Die anschließende Kampagne gegen das homophobe Ungarn entfaltete durch die gegenseitige Bedingtheit des deutschen und des ungarischen Wahlkampfes eine Explosivität, die selbst die Intensität des üblichen deutschen Ungarn-Bashings übertraf.
Sie förderte aber zugleich – erstmals seit vielen Jahren – auch selbstkritische Stimmen im rechten wie linken Spektrum des tonangebenden deutschen Journalismus zutage. Ein Artikel warf der „Politik für die eigene Erleuchtung“ vor, ihr Mitgefühl für die betroffene community nur zu heucheln. Selbst im linken Berliner Tagesspiegel zeigte sich der Korrespondent der Chefredaktion vom „Kampf zwischen Gut und Böse“ befremdet. Er war bestürzt über den Versuch, „moralische Überlegenheit“ gegenüber „angeblich rückständigen EU-Partnern“ vorzuführen, und betroffen von der Inszenierung eines „Aufrufs zu Toleranz“, der jedoch ein ganzes Land moralisch anklage, „Nation gegen Nation“ stelle. Ein Autor von Tichys Einblick nahm aus anderer politischer Perspektive ebenfalls „deutsche Überheblichkeit“ in der Pressekampagne wahr, bei der es “offensichtlich nicht um die Rechte von Schwulen und Lesben, sondern einzig und allein wieder einmal darum gehe, dass die Deutschen die besten sind“.
6. Das Feindbild
Nach einer verbreiteten Lesart sei die Verantwortung für die seit 2010 zunehmende Schroffheit der Ausdrucksweise und die Grobheit der Bewertungen letztlich einer Person zuzuschreiben.
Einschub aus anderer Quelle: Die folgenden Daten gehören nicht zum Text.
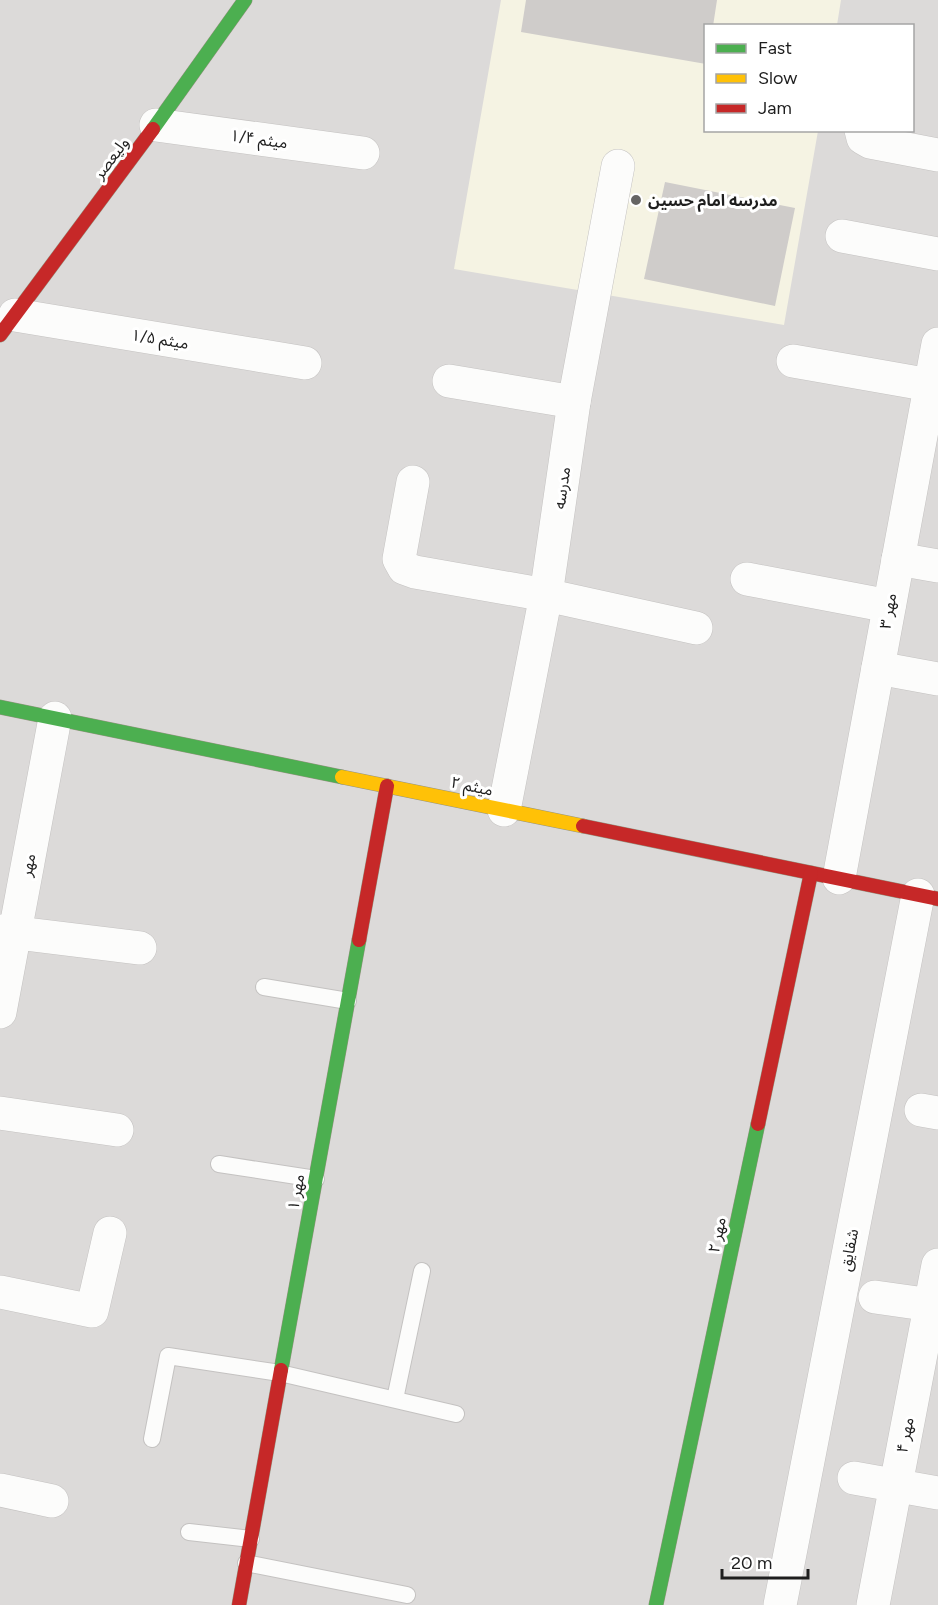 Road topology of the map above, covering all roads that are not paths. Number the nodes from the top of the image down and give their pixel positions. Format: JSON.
{"nodes":[{"id":1,"x":245,"y":0,"type":"edge"},
{"id":2,"x":156,"y":125,"type":"junction"},
{"id":3,"x":862,"y":132,"type":"edge"},
{"id":4,"x":363,"y":153,"type":"dead end"},
{"id":5,"x":938,"y":155,"type":"edge"},
{"id":6,"x":618,"y":166,"type":"dead end"},
{"id":7,"x":842,"y":236,"type":"dead end"},
{"id":8,"x":938,"y":254,"type":"edge"},
{"id":9,"x":7,"y":325,"type":"edge"},
{"id":10,"x":936,"y":360,"type":"edge"},
{"id":11,"x":793,"y":361,"type":"dead end"},
{"id":12,"x":305,"y":363,"type":"dead end"},
{"id":13,"x":449,"y":381,"type":"dead end"},
{"id":14,"x":574,"y":402,"type":"junction"},
{"id":15,"x":413,"y":482,"type":"dead end"},
{"id":16,"x":925,"y":485,"type":"edge"},
{"id":17,"x":898,"y":559,"type":"junction"},
{"id":18,"x":938,"y":566,"type":"edge"},
{"id":19,"x":747,"y":579,"type":"dead end"},
{"id":20,"x":546,"y":595,"type":"junction"},
{"id":21,"x":889,"y":606,"type":"junction"},
{"id":22,"x":696,"y":628,"type":"dead end"},
{"id":23,"x":878,"y":668,"type":"junction"},
{"id":24,"x":938,"y":679,"type":"edge"},
{"id":25,"x":0,"y":706,"type":"edge"},
{"id":26,"x":55,"y":718,"type":"junction"},
{"id":27,"x":387,"y":786,"type":"junction"},
{"id":28,"x":504,"y":810,"type":"junction"},
{"id":29,"x":825,"y":875,"type":"junction"},
{"id":30,"x":928,"y":897,"type":"edge"},
{"id":31,"x":7,"y":932,"type":"edge"},
{"id":32,"x":140,"y":948,"type":"dead end"},
{"id":33,"x":264,"y":987,"type":"dead end"},
{"id":34,"x":348,"y":1001,"type":"junction"},
{"id":35,"x":0,"y":1012,"type":"edge"},
{"id":36,"x":0,"y":1113,"type":"edge"},
{"id":37,"x":117,"y":1130,"type":"dead end"},
{"id":38,"x":219,"y":1164,"type":"dead end"},
{"id":39,"x":316,"y":1179,"type":"junction"},
{"id":40,"x":110,"y":1233,"type":"dead end"},
{"id":41,"x":938,"y":1265,"type":"edge"},
{"id":42,"x":422,"y":1272,"type":"dead end"},
{"id":43,"x":0,"y":1292,"type":"edge"},
{"id":44,"x":875,"y":1297,"type":"dead end"},
{"id":45,"x":934,"y":1306,"type":"edge"},
{"id":46,"x":280,"y":1373,"type":"junction"},
{"id":47,"x":395,"y":1399,"type":"junction"},
{"id":48,"x":456,"y":1414,"type":"dead end"},
{"id":49,"x":152,"y":1439,"type":"dead end"},
{"id":50,"x":854,"y":1478,"type":"dead end"},
{"id":51,"x":896,"y":1485,"type":"junction"},
{"id":52,"x":0,"y":1490,"type":"edge"},
{"id":53,"x":938,"y":1493,"type":"edge"},
{"id":54,"x":52,"y":1501,"type":"dead end"},
{"id":55,"x":189,"y":1532,"type":"dead end"},
{"id":56,"x":251,"y":1539,"type":"junction"},
{"id":57,"x":246,"y":1563,"type":"junction"},
{"id":58,"x":407,"y":1595,"type":"dead end"},
{"id":59,"x":238,"y":1605,"type":"edge"},
{"id":60,"x":656,"y":1605,"type":"edge"},
{"id":61,"x":780,"y":1605,"type":"edge"},
{"id":62,"x":873,"y":1605,"type":"edge"}],
"edges":[{"from":1,"to":2,"type":"street","name":"ولیعصر"},
{"from":2,"to":4,"type":"street","name":"میثم ۱/۴"},
{"from":2,"to":9,"type":"street","name":"ولیعصر"},
{"from":3,"to":5,"type":"street"},
{"from":6,"to":14,"type":"street","name":"مدرسه"},
{"from":7,"to":8,"type":"street"},
{"from":9,"to":12,"type":"street","name":"میثم ۱/۵"},
{"from":10,"to":11,"type":"street"},
{"from":10,"to":16,"type":"street","name":"مهر ۳"},
{"from":13,"to":14,"type":"street"},
{"from":14,"to":20,"type":"street","name":"مدرسه"},
{"from":15,"to":20,"type":"street"},
{"from":16,"to":17,"type":"street","name":"مهر ۳"},
{"from":17,"to":18,"type":"street"},
{"from":17,"to":21,"type":"street","name":"مهر ۳"},
{"from":19,"to":21,"type":"street"},
{"from":20,"to":22,"type":"street"},
{"from":20,"to":28,"type":"street","name":"مدرسه"},
{"from":21,"to":23,"type":"street","name":"مهر ۳"},
{"from":23,"to":24,"type":"street"},
{"from":23,"to":29,"type":"street","name":"مهر ۳"},
{"from":25,"to":26,"type":"street","name":"میثم ۲"},
{"from":26,"to":27,"type":"street","name":"میثم ۲"},
{"from":26,"to":31,"type":"street","name":"مهر"},
{"from":27,"to":28,"type":"street","name":"میثم ۲"},
{"from":27,"to":34,"type":"street","name":"مهر ۱"},
{"from":28,"to":29,"type":"street","name":"میثم ۲"},
{"from":29,"to":30,"type":"street","name":"میثم ۲"},
{"from":29,"to":60,"type":"street","name":"مهر ۲"},
{"from":30,"to":61,"type":"street","name":"شقایق"},
{"from":31,"to":32,"type":"street"},
{"from":31,"to":35,"type":"street","name":"مهر"},
{"from":33,"to":34,"type":"lane"},
{"from":34,"to":39,"type":"street","name":"مهر ۱"},
{"from":36,"to":37,"type":"street"},
{"from":38,"to":39,"type":"lane"},
{"from":39,"to":46,"type":"street","name":"مهر ۱"},
{"from":40,"to":43,"type":"street"},
{"from":41,"to":45,"type":"street","name":"مهر ۴"},
{"from":42,"to":47,"type":"lane"},
{"from":44,"to":45,"type":"street"},
{"from":45,"to":51,"type":"street","name":"مهر ۴"},
{"from":46,"to":47,"type":"lane"},
{"from":46,"to":49,"type":"lane"},
{"from":46,"to":56,"type":"street","name":"مهر ۱"},
{"from":47,"to":48,"type":"lane"},
{"from":50,"to":51,"type":"street"},
{"from":51,"to":53,"type":"street"},
{"from":51,"to":62,"type":"street","name":"مهر ۴"},
{"from":52,"to":54,"type":"street"},
{"from":55,"to":56,"type":"lane"},
{"from":56,"to":57,"type":"street","name":"مهر ۱"},
{"from":57,"to":58,"type":"lane"},
{"from":57,"to":59,"type":"street","name":"مهر ۱"}]}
Im Visier steht Viktor Orbán.
Schlüsselmoment für seine anhaltende Dämonisierung ist seine Rede im Juli 2014 über die „illiberale Demokratie“, die über die Jahre vor allem politische Gegner zu seiner Abqualifizierung verwendet haben. Auf der gemeinsamen Budapester Pressekonferenz am 2. Februar 2015 wandte auch Angela Merkel kritisch ein, dass der christdemokratische Wortschatz für sie neben sozial und konservativ auch liberal beinhalte.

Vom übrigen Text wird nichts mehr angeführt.